Nobel laureate Amartya Sen must have very good reasons to be still sceptical about Mr. Narendra Modi’s suitability for the post of Prime Minister (“‘Shedding communal image a challenge’,” April 30) as he has raised serious doubts about the ability of a leader steeped in Hindutva and Hindu nationalism to rise above the Sangh Parivar’s core values and represent all sections of India’s heterogeneous population. As an outspoken opponent of sectarianism, Professor Sen has clearly brought out the vivid distinction between the attempted image makeover by Mr. Modi for a “bigger electoral appeal” and the real stuff he is made of. It is this that we have to watch out for.
G. David Milton,
Maruthancode, Tamil Nadu
Socrates once said that one who is good in one discipline of thought starts believing he is an expert in all disciplines of life.
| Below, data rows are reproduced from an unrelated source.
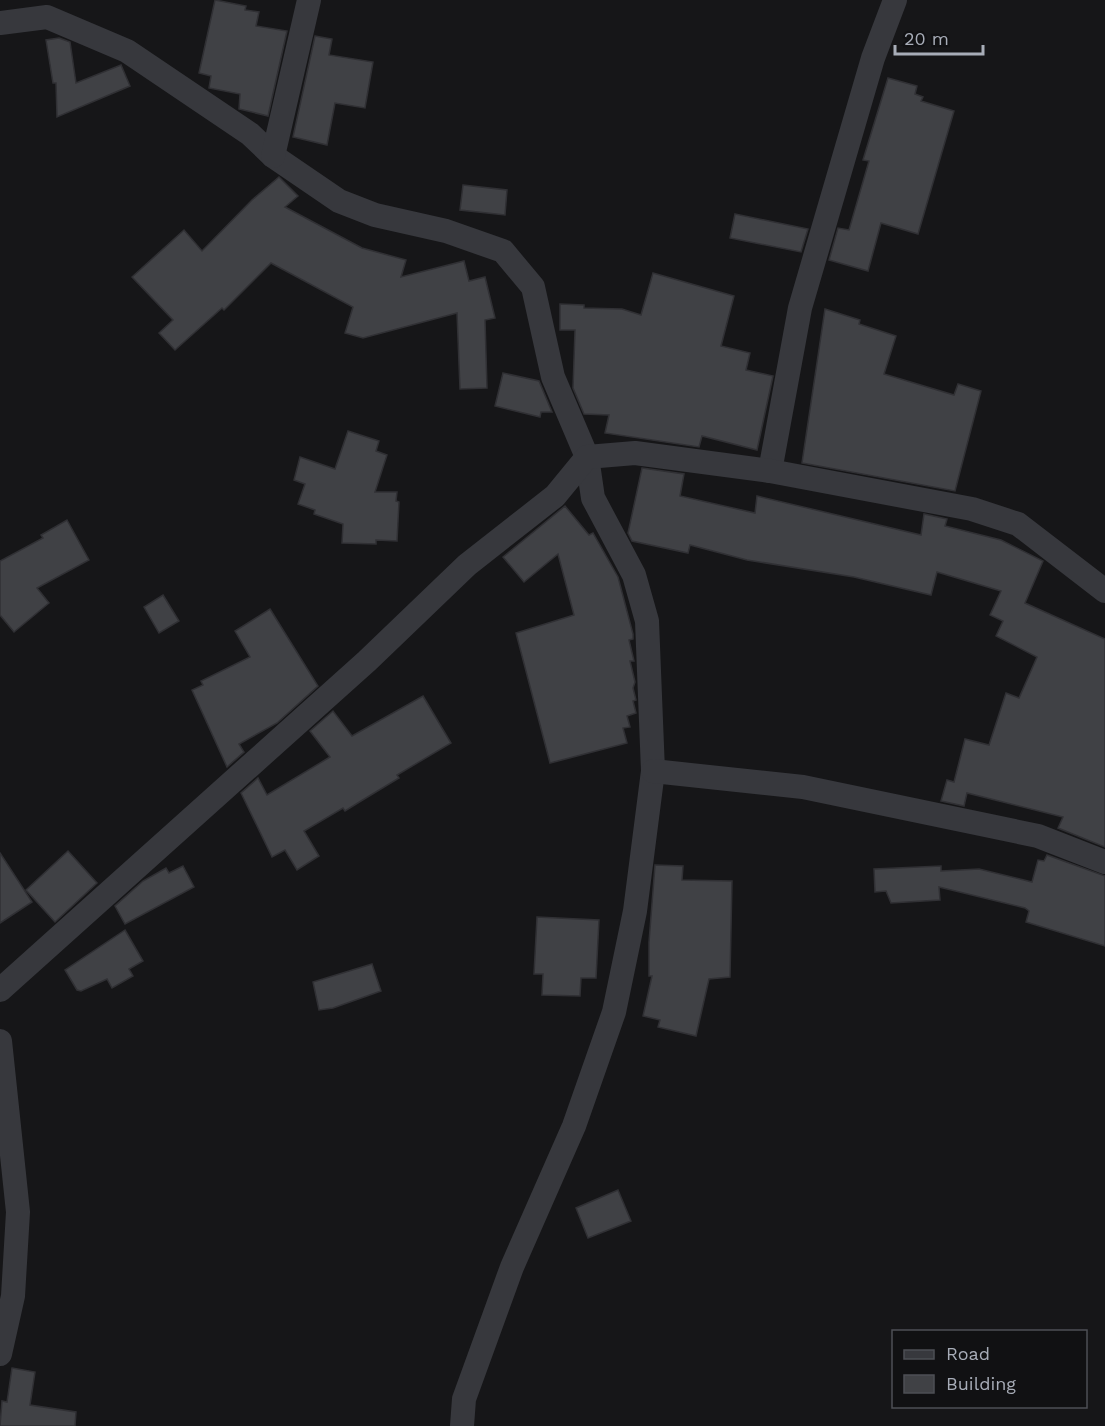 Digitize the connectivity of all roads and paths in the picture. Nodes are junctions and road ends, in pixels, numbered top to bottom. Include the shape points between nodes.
1 (309, 0) edge
2 (895, 0) edge
3 (0, 22) edge
4 (273, 156) junction
5 (587, 457) junction
6 (770, 471) junction
7 (1105, 591) edge
8 (653, 771) junction
9 (1105, 862) edge
10 (0, 990) edge
11 (0, 1041) edge
12 (0, 1354) edge
13 (462, 1426) edge

1 - 4 street
2 - 6 street via 873,58 800,308
3 - 4 street via 47,17 127,51 250,134
4 - 5 street via 339,201 503,251 533,287 553,376
5 - 6 street via 635,453
5 - 8 street via 593,498 634,575 646,621
5 - 10 street via 555,496 467,565 358,669
6 - 7 street via 972,509 1018,524
8 - 9 street via 803,787 1038,836
8 - 13 street via 635,911 614,1012 574,1126 508,1278 464,1399
11 - 12 street via 18,1212 13,1296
It is a pity the Nobel laureate has glossed over the difference between nationalism and communalism. Can Professor Sen ever match the genius of Dr. S. Radhakrishnan, who never called the RSS communal? Does Professor Sen know that Gandhiji addressed RSS workers at Wardha and Delhi? He never called the RSS communal. The report only shows that western-based and educated intellectuals are the only ones intent on branding Mr. Modi communal.
Kadambattur, Tamil Nadu
Prof. Sen’s statement that “Hindu-Muslim division has played a substantial role” in the RSS’ thinking is not worthy of a person of his stature. I daresay this shows he has not cared to understand what the RSS actually does, and why it was founded. The secular brigade conveniently overlooks the RSS's charitable-voluntary work. Even in the days of untouchability, every RSS member was an absolute equal. The secular brigade forgets that the RSS primarily inculcates discipline and patriotism.
The report, “Polio, AIDS successes bigger than n-deal: Amartya Sen” (April 30) shows Professor Sen’s change in stand in favour of a neo-liberal ideology. Government subsidies are taken away by imposing a huge tax burden, especially on the working class. This in turn is used to sustain an unwieldy bureaucracy and to retire corporate debts.